## Assignment
Go through the entries below. Copy each line in which "main" appears.

(Saved entries)
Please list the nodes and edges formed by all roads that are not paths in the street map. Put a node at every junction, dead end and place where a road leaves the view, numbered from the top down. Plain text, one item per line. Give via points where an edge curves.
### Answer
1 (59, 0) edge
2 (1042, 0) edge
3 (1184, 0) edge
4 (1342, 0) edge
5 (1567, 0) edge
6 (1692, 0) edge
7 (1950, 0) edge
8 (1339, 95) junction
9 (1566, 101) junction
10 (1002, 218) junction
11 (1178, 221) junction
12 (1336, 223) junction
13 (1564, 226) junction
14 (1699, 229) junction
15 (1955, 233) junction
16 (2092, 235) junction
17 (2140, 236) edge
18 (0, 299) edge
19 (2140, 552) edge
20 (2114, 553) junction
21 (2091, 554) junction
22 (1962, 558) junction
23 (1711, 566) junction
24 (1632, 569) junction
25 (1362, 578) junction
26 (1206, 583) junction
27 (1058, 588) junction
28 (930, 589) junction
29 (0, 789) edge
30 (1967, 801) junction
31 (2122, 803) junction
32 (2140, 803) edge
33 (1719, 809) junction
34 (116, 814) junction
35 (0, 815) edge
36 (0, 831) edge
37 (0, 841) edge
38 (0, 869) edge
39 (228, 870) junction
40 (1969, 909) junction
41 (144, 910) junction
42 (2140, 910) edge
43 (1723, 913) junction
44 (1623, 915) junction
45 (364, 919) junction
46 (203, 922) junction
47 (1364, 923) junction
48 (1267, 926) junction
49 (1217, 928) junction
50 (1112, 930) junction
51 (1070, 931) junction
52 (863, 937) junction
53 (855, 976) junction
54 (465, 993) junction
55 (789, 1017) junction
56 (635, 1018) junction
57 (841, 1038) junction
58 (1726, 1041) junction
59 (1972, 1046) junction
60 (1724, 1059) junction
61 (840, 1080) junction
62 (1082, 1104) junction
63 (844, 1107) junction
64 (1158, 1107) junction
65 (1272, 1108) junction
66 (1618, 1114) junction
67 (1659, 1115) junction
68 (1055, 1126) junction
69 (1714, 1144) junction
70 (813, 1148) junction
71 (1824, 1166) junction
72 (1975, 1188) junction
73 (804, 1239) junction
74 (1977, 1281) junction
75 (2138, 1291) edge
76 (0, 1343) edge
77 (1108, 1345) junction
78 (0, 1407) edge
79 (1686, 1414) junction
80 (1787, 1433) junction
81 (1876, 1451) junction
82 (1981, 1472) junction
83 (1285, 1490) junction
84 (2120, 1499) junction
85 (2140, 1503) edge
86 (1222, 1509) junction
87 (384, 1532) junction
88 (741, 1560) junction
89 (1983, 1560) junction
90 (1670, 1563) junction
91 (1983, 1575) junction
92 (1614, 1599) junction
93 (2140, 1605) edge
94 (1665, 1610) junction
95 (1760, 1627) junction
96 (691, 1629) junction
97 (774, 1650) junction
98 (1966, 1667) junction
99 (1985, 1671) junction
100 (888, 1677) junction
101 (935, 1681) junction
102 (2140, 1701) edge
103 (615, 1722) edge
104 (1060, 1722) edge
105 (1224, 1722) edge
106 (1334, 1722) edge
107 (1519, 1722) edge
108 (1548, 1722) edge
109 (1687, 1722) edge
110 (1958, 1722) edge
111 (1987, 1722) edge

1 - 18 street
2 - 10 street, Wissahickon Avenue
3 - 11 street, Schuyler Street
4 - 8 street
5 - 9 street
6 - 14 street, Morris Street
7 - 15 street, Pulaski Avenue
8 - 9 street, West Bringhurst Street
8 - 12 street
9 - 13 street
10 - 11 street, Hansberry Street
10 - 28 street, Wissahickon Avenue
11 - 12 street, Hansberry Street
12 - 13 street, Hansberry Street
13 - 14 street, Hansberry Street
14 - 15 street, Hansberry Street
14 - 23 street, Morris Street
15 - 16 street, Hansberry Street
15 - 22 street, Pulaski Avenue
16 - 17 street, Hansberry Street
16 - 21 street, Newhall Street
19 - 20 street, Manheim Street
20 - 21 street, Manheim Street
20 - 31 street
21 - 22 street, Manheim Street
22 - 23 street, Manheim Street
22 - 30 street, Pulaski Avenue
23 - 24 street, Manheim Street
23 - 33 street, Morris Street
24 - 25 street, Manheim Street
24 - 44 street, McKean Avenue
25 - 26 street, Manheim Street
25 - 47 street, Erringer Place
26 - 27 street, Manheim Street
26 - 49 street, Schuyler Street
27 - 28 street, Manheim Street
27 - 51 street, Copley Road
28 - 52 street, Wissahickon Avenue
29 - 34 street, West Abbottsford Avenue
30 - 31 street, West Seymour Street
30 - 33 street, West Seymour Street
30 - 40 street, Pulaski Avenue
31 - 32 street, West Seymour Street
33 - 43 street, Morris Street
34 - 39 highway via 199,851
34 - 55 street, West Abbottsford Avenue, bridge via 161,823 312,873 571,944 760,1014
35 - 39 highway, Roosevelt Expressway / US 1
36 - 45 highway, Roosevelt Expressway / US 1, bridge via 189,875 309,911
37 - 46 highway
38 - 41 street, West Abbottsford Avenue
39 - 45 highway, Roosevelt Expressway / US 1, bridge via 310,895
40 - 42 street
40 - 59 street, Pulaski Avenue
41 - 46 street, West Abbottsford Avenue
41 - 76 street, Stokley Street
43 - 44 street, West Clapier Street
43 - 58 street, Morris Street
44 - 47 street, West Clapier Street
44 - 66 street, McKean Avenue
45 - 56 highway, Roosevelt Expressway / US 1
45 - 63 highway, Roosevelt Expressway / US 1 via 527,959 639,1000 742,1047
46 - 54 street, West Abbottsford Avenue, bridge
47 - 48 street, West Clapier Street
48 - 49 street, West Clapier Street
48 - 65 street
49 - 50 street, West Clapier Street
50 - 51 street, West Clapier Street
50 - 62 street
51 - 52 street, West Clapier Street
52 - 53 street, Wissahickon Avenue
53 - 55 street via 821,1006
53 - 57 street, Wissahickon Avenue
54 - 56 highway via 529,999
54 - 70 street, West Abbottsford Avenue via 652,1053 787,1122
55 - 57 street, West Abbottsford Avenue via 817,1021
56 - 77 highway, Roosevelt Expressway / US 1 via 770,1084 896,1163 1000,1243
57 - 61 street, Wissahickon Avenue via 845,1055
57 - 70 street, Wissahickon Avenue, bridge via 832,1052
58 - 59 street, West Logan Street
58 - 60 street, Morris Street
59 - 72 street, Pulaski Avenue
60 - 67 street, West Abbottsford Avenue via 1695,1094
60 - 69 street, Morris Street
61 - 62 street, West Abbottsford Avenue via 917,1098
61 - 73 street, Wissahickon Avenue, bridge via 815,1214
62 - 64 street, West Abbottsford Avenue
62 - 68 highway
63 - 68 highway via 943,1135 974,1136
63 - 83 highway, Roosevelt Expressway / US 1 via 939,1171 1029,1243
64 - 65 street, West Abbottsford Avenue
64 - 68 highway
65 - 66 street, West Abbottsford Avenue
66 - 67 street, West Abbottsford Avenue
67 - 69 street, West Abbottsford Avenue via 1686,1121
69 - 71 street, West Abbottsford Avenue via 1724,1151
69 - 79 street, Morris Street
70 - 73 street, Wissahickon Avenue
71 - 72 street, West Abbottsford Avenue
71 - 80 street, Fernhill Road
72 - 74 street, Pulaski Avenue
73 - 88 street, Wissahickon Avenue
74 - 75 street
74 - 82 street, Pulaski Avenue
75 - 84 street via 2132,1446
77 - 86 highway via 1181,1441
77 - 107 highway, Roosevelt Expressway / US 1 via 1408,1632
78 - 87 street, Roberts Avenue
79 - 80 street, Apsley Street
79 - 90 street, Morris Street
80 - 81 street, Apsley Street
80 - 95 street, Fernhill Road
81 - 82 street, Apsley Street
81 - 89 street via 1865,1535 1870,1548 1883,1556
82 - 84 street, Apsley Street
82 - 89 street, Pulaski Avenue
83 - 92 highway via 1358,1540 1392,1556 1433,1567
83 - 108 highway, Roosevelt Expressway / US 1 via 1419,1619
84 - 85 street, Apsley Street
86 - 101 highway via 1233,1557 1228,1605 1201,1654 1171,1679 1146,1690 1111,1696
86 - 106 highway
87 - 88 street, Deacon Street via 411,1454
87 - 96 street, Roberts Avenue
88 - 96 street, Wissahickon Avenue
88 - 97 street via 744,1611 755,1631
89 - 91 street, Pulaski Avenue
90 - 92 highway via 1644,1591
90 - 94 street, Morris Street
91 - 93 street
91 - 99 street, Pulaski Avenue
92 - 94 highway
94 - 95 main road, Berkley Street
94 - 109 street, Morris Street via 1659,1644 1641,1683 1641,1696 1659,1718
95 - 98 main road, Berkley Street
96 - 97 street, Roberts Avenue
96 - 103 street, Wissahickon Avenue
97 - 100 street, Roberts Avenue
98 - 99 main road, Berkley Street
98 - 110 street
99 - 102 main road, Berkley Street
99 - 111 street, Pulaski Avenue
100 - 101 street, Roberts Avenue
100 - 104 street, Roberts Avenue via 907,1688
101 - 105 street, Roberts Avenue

## Exercise solution
94 - 95 main road, Berkley Street
95 - 98 main road, Berkley Street
98 - 99 main road, Berkley Street
99 - 102 main road, Berkley Street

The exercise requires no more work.